● **Work order**
Note each line of the listing that contains the string "DRIVE", and copy it.

● **Data excerpts**
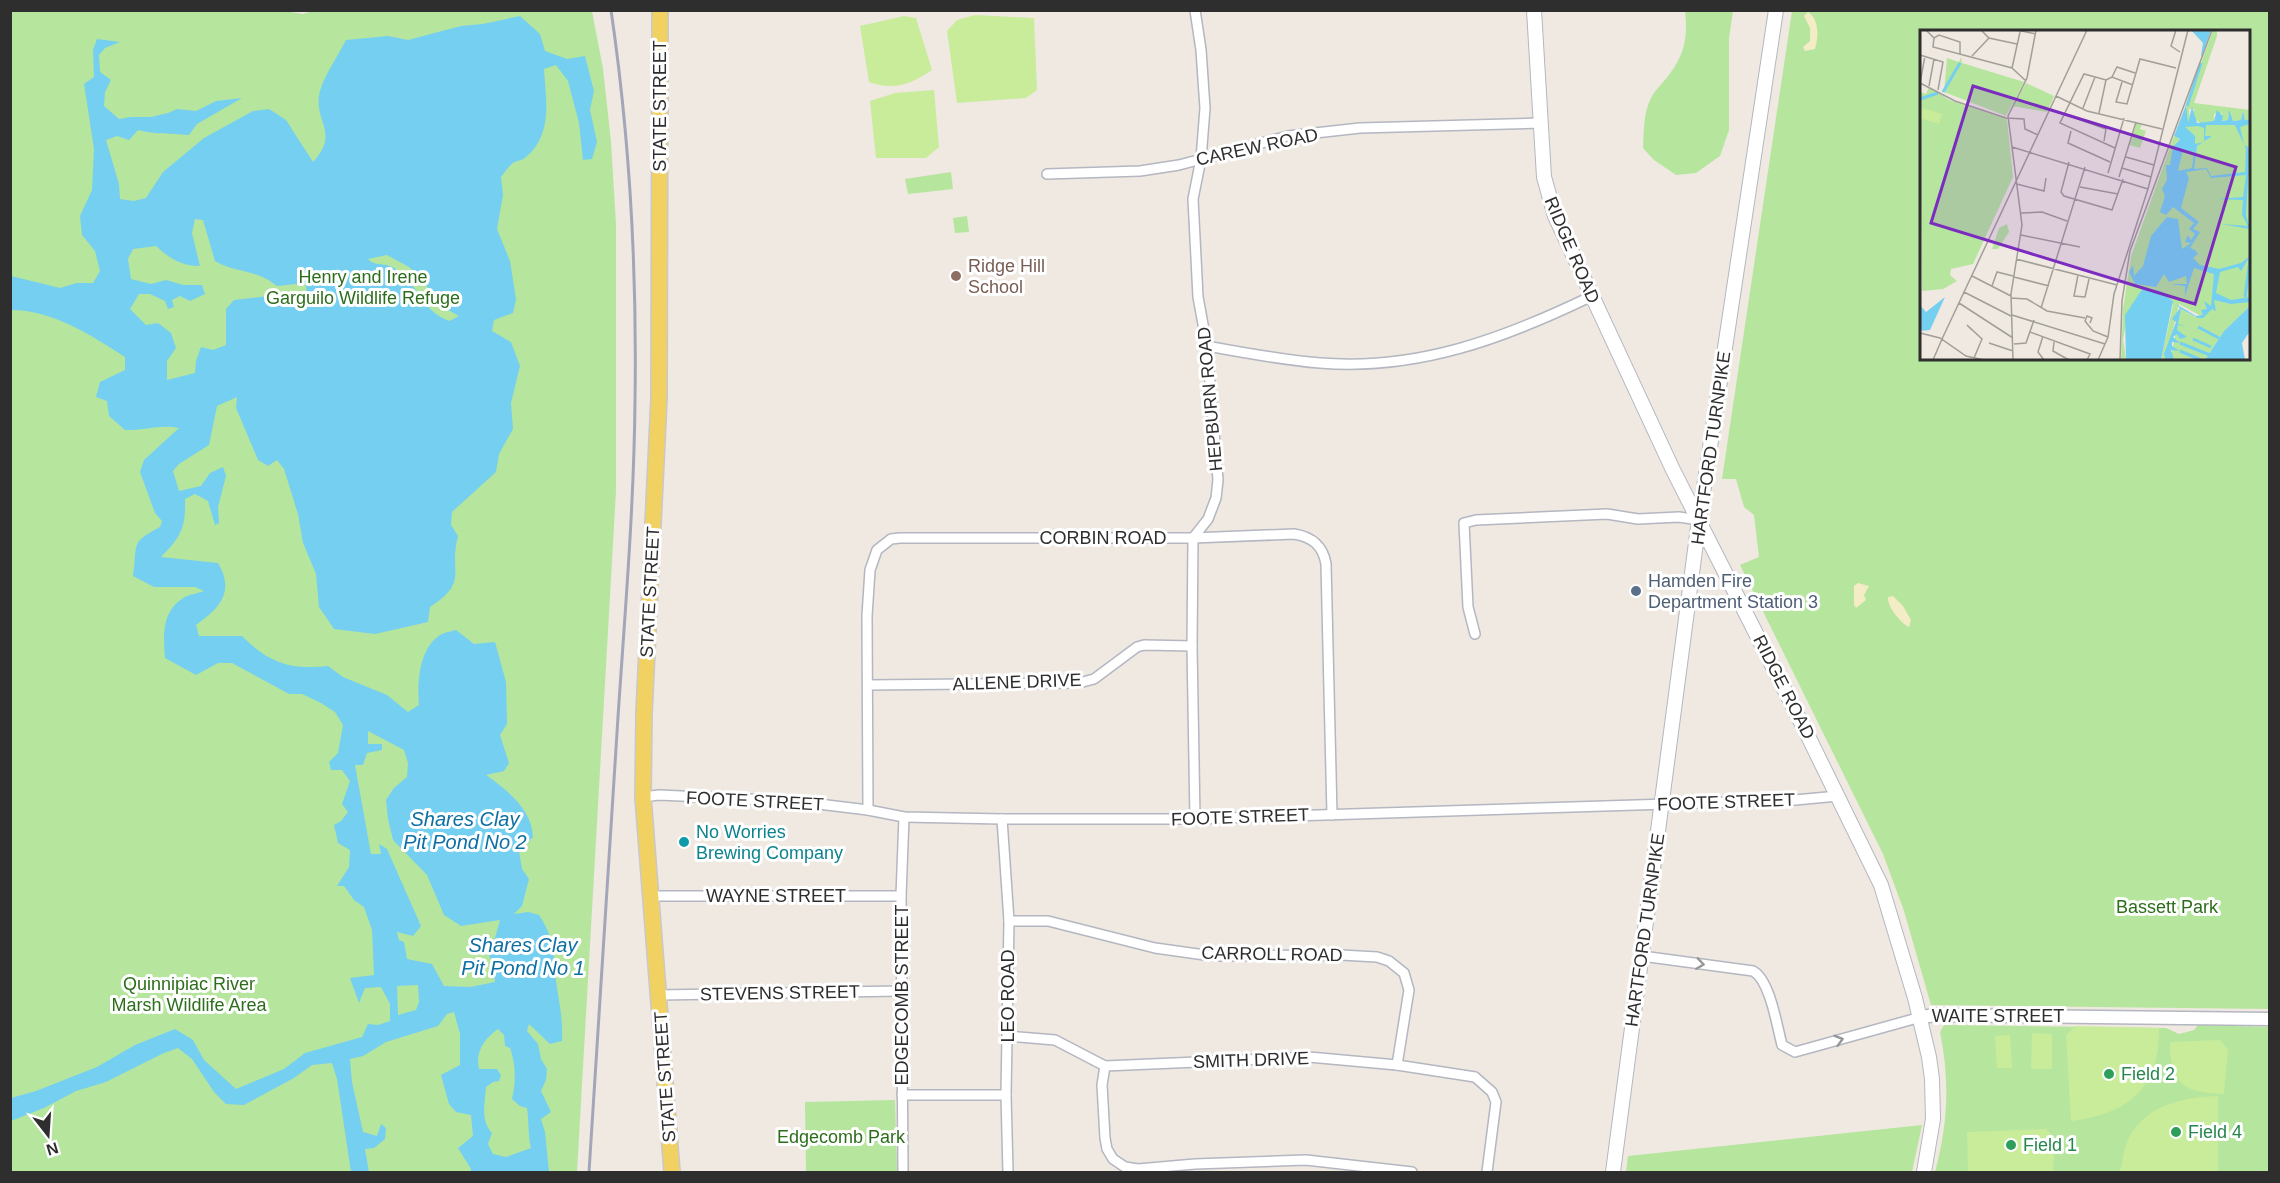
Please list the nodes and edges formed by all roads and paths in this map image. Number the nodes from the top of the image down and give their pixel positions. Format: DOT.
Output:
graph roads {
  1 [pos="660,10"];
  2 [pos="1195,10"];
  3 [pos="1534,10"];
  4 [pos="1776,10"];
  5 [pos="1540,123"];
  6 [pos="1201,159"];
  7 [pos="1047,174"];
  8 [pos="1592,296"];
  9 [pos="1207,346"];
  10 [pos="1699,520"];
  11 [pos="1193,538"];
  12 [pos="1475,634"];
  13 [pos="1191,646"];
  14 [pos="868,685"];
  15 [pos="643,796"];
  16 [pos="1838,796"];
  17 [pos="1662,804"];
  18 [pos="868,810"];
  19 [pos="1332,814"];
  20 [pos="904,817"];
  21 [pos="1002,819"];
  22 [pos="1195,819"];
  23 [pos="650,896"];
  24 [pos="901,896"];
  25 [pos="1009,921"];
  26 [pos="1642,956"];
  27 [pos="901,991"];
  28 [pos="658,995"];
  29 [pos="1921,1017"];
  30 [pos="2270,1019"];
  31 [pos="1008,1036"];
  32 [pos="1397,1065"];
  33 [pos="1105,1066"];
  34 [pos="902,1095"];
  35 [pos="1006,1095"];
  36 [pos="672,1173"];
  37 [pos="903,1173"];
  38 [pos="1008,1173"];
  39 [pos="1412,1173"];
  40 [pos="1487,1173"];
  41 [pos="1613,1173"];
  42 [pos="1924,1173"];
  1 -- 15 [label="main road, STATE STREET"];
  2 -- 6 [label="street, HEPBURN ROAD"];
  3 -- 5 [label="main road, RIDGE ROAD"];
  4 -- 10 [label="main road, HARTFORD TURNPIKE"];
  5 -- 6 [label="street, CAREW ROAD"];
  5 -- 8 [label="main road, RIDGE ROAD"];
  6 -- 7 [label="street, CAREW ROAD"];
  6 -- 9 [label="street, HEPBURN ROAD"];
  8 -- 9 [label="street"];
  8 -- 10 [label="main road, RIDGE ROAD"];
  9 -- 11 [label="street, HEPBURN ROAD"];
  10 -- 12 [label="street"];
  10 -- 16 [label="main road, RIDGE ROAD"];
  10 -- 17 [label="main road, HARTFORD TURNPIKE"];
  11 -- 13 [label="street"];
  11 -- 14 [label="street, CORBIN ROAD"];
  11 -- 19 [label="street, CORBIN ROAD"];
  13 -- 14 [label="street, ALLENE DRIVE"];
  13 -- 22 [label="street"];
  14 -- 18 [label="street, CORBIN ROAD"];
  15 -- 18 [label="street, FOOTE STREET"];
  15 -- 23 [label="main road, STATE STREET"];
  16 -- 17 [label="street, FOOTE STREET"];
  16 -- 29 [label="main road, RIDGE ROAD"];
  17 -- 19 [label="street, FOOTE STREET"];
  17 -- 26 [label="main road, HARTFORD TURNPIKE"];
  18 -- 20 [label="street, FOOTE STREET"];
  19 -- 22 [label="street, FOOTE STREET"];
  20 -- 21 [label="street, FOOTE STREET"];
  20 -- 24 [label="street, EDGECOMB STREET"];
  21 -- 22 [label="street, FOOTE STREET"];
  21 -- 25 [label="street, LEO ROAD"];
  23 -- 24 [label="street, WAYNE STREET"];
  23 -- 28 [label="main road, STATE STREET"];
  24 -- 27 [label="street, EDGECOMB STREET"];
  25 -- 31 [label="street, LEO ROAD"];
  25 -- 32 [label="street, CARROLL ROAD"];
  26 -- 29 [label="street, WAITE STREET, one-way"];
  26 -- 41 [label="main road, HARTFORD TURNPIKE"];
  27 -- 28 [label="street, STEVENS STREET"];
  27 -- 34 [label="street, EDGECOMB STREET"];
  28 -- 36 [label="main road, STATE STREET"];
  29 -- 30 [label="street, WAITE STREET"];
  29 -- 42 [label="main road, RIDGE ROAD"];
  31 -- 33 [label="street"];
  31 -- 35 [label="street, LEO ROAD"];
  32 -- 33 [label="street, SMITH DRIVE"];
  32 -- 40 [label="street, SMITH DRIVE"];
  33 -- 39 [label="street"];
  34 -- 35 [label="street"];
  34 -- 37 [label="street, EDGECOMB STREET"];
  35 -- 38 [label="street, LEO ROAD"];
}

● **Response**
  13 -- 14 [label="street, ALLENE DRIVE"];
  32 -- 33 [label="street, SMITH DRIVE"];
  32 -- 40 [label="street, SMITH DRIVE"];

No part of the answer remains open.